On Sunday, Uganda turned 60 years old having received its independence from the British on 9 October 1962. Had Uganda been a person, he would have received his full NSSF pay out five years earlier. If he worked in the Uganda public service, he would either be retired or on contract depending on the agency that employed him.

He would have seen a few of his children graduate from university, start marriages and dropping off grandchildren over the weekend or as often as they needed a willing nanny at no pay! And like most Ugandans, he would be begging his children that haven’t given birth to hurry up so he could have a chance to see some of his grandchildren before he dies.

And again like most Ugandans he would be considering relocating to his country home, leaving the city to the young and furious. Had he made some money, he would have set up a home somewhere else, and rent out the other house in preparation for retirement where once in a while he would invite friends for drinks and reminisce about the good old days.

He would start a farm somewhere and plant a few trees. Build some rentals and join a few boards as a non-executive director. Life would be good. He would be proud of his accomplishments, the policies and project he initiated. And how they changed the world even though those achievements may be invisible to many others.

He would be quick to mention where his children are especially those who live and work in London, Johannesburg or Boston, those practicing as doctors and engineers or on their post graduate courses in elite universities.

But there is also a Ugandan who would be calling everyone they know right now, as he turns 60, and facing retirement contemplating on what to do to remain on the job. A letter to his superior to extend his stay on the job or copying the former Chief Justice by swearing an affidavit to lower his age would be on the cards.
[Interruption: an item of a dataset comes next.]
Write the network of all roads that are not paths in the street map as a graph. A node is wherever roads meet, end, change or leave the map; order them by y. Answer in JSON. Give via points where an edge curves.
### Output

Another Ugandan would become captive to his children who are now his ‘retirement investment.’ The children will decide when he sees a doctor or whether the young offspring he got with his mistress would go to school.
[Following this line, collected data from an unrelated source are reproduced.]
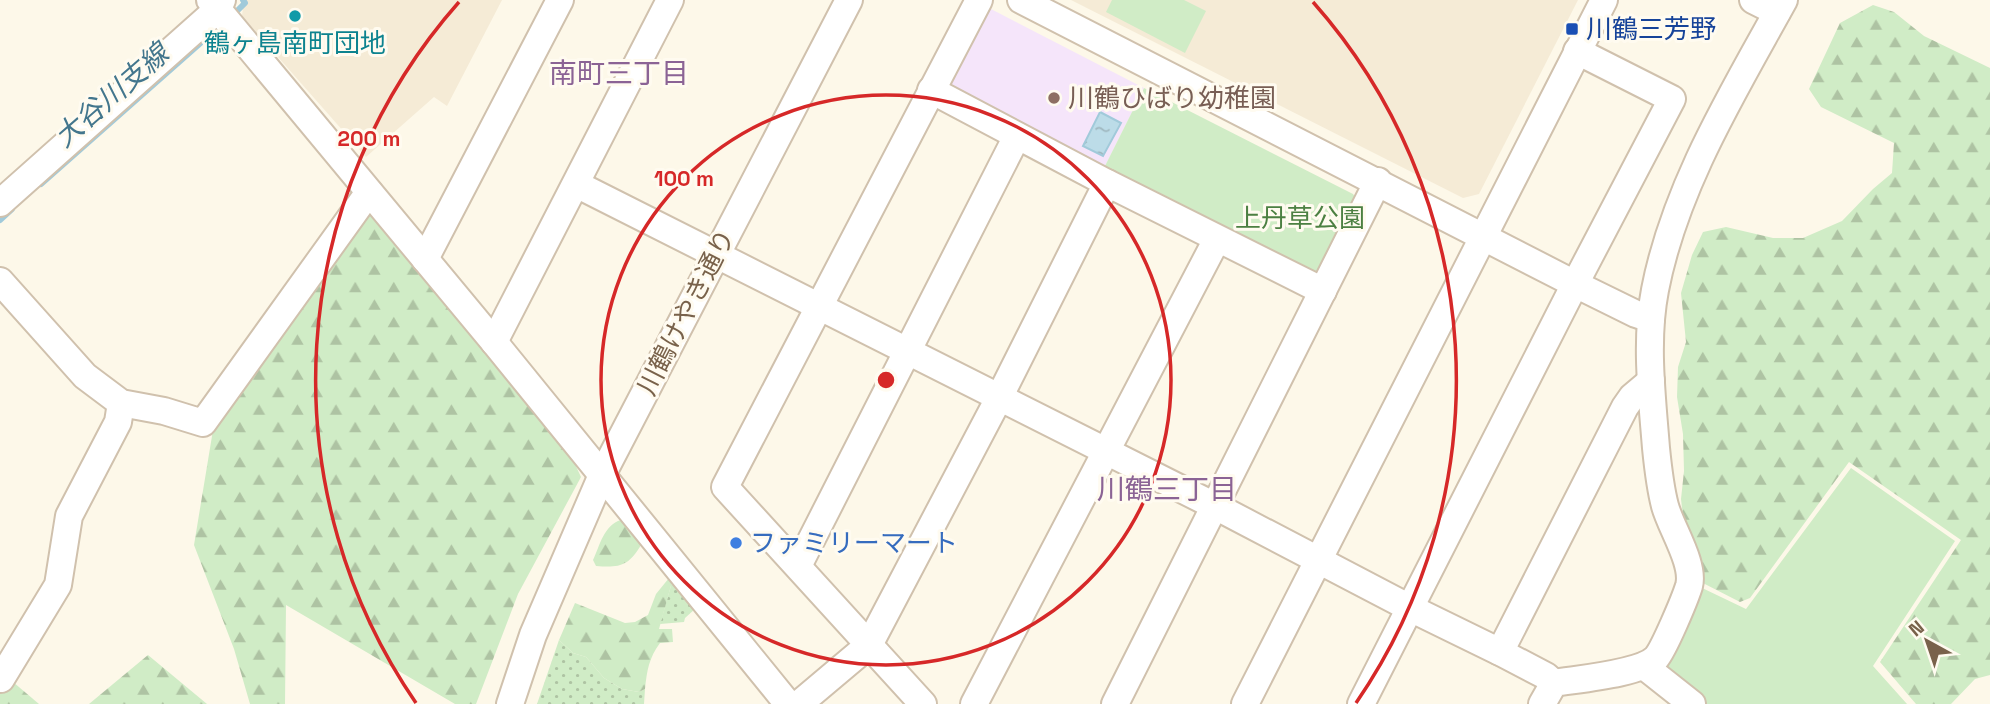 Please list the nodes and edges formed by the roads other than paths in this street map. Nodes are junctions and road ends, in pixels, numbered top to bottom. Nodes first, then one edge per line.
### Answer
1 (560, 0) edge
2 (670, 0) edge
3 (849, 0) edge
4 (979, 0) edge
5 (1021, 0) edge
6 (1604, 0) edge
7 (1753, 0) edge
8 (217, 3) edge
9 (1781, 6) edge
10 (1577, 51) junction
11 (932, 90) junction
12 (1017, 136) junction
13 (1378, 181) junction
14 (1107, 183) junction
15 (576, 184) junction
16 (369, 192) junction
17 (0, 203) edge
18 (1482, 237) junction
19 (1217, 239) junction
20 (716, 253) junction
21 (425, 259) junction
22 (0, 281) edge
23 (1575, 284) junction
24 (1322, 290) junction
25 (821, 307) junction
26 (1651, 319) junction
27 (494, 342) junction
28 (909, 351) junction
29 (1651, 381) junction
30 (999, 398) junction
31 (121, 403) junction
32 (1107, 452) junction
33 (602, 475) junction
34 (1215, 506) junction
35 (1319, 561) junction
36 (798, 566) junction
37 (1410, 608) junction
38 (870, 645) junction
39 (1500, 652) junction
40 (1644, 666) junction
41 (1, 679) edge
42 (1548, 693) edge
43 (510, 704) edge
44 (788, 704) edge
45 (799, 704) edge
46 (923, 704) edge
47 (974, 704) edge
48 (1115, 704) edge
49 (1245, 704) edge
50 (1361, 704) edge
51 (1692, 704) edge

1 - 21 street
2 - 15 street
3 - 20 street, 川鶴けやき通り
4 - 11 street
5 - 13 street
6 - 10 street
7 - 9 street
8 - 16 street
8 - 17 street
9 - 26 street
10 - 18 street
10 - 23 street
11 - 12 street
11 - 25 street
12 - 14 street
12 - 28 street
13 - 18 street
13 - 24 street
14 - 19 street
14 - 30 street
15 - 20 street
15 - 27 street
16 - 21 street
16 - 31 street
18 - 23 street
18 - 35 street
19 - 24 street
19 - 32 street
20 - 25 street
20 - 33 street, 川鶴けやき通り
21 - 27 street
22 - 31 street
23 - 26 street
23 - 37 street
24 - 34 street
25 - 28 street
25 - 36 street
26 - 29 street
27 - 33 street
28 - 30 street
28 - 36 street
29 - 39 street
29 - 40 street
30 - 32 street
30 - 38 street
31 - 41 street
32 - 34 street
32 - 47 street
33 - 43 street, 川鶴けやき通り
33 - 44 street
34 - 35 street
34 - 48 street
35 - 37 street
35 - 49 street
36 - 38 street
37 - 39 street
37 - 50 street
38 - 45 street
38 - 46 street
39 - 42 street
40 - 42 street
40 - 51 street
He would feel abandoned and terrified and only name dropping the bigwigs he used to chill out with in the cities but who no longer answer their phones whenever he calls pretending to be too busy. He would mention the flight to New York or Tokyo for a conference and how good life was in Toronto when he visited. Unable to buy waragi for his new friends, their attention would quickly turn to the young man preparing for his 2026 bid for parliament. He can after all buy beer.

And for those below 60, parliament and elective office has become one of the most lucrative forms of employment competing at the same time with those who retired. If they don’t fight over votes in parliament to represent the country in the East African assembly, they are laying out strategies to become councilors at all levels.

Not to be like their retiring parents, those in employment, spend all their time looking for every possible way to have rental income. Buildings are going up in all sorts of suburbs but on salaries that can barely pay school fees for just one child in an average school.

Those who aren’t ‘lucky’ enough to be building rentals are surviving by the grace of God having mortgaged themselves to the bones. Salary advance is the order of the day. Those who had invested in businesses, Covid-19 disrupted their plans. The restructured loans have matured again and banks are foreclosing on them.

As Uganda celebrates its 60th anniversary, 12,000 schools according to the government owned newspaper are on forced sale. It is plausible that in the next few years, nobody will be investing in schools anymore. So where will those who will be 60 in the year 2082 have studied?

Without a functioning education system that is affordable for all, even the poorest of policies wouldn’t be put on the table for debate. There will be no debate actualy. Everyone will be for themselves. So if government wants to create impact for the next 60 years, it must start by fixing the education system—a catalyst for growth of all the other sectors.